Loading... please wait

Abstract Details

Assessment of Cardiovascular Adrenergic Function Using the Valsalva Maneuver - Reproducibility and Validity of Indices
Autonomic Disorders
P03 - (-)
020
BACKGROUND: The VM has a long tradition as integral component of standardized autonomic function testing. While heart rate responses to the VM provide information about cardiovagal integrity, blood pressure (BP) responses provide valuable information about cardiovascular adrenergic function. Various adrenergic indices derived from the VM have been described, but a comparative assessment is lacking.

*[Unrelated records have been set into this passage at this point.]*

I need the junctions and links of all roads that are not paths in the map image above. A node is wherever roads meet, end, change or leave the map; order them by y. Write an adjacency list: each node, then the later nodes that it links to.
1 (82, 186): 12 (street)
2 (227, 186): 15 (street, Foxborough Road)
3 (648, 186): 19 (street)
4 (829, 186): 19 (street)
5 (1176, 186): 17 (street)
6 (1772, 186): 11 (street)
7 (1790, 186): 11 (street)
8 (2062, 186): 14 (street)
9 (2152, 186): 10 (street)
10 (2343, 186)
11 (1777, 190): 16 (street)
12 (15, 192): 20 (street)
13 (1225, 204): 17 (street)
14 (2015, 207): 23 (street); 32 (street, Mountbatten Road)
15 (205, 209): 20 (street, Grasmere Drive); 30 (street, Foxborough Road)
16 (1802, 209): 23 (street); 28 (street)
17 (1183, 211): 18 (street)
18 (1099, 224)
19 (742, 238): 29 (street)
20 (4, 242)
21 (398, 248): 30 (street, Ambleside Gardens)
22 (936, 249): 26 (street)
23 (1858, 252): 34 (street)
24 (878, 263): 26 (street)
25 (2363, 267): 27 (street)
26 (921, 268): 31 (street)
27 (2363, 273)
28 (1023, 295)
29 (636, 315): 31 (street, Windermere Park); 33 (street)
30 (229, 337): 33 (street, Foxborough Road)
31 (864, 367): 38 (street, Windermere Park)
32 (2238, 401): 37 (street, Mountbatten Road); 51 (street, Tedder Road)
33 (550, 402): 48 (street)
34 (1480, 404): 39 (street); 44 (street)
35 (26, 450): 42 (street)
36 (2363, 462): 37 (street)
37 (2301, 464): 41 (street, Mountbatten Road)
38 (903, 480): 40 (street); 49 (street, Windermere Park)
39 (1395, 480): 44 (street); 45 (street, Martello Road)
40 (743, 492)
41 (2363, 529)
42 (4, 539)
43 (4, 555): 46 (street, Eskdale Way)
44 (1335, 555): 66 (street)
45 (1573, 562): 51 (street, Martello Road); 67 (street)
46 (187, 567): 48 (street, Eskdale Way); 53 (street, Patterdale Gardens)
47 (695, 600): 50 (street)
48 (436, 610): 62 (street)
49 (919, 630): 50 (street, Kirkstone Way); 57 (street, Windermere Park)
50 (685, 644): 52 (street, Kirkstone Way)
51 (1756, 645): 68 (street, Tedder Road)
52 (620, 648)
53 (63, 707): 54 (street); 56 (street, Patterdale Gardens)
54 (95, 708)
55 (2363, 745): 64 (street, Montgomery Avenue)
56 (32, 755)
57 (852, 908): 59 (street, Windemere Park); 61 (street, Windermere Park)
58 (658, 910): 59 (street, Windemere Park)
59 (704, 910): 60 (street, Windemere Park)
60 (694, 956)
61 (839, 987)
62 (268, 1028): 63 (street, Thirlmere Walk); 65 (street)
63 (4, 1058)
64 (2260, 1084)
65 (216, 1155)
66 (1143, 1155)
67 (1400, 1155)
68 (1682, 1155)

DESIGN/METHODS: Using our autonomic research database, we randomly selected three age-matched groups of 30 subjects each: group one with severe adrenergic impairment, group two with mild to moderate adrenergic impairment, and group three comprising healthy control subjects. Adrenergic indices were derived for each subject from two technically adequate VMs as follows: BP drop and pulse pressure compression during early phase II, BP recovery during late phase II, BP overshoot during phase IV, BP recovery time (PRT), 50% PRT, and baroreflex sensitivity index calculated from PRT. Reproducibility and validity of each parameter were assessed using intra-class correlation analysis and nonparametric between group comparisons.
RESULTS: Highly significant within parameter correlations were seen for all indices, but the most reproducible parameters were BP recovery during late phase II, PRT, and BP drop during early phase II (ICC 0.95-0.98). Highly significant group differences were also seen for all parameters, with the best separation of groups achieved by BP recovery during late phase II as well as PRT. BP drop and pulse pressure compression during early phase II and parameters related to phase IV overshoot showed the most overlap between groups.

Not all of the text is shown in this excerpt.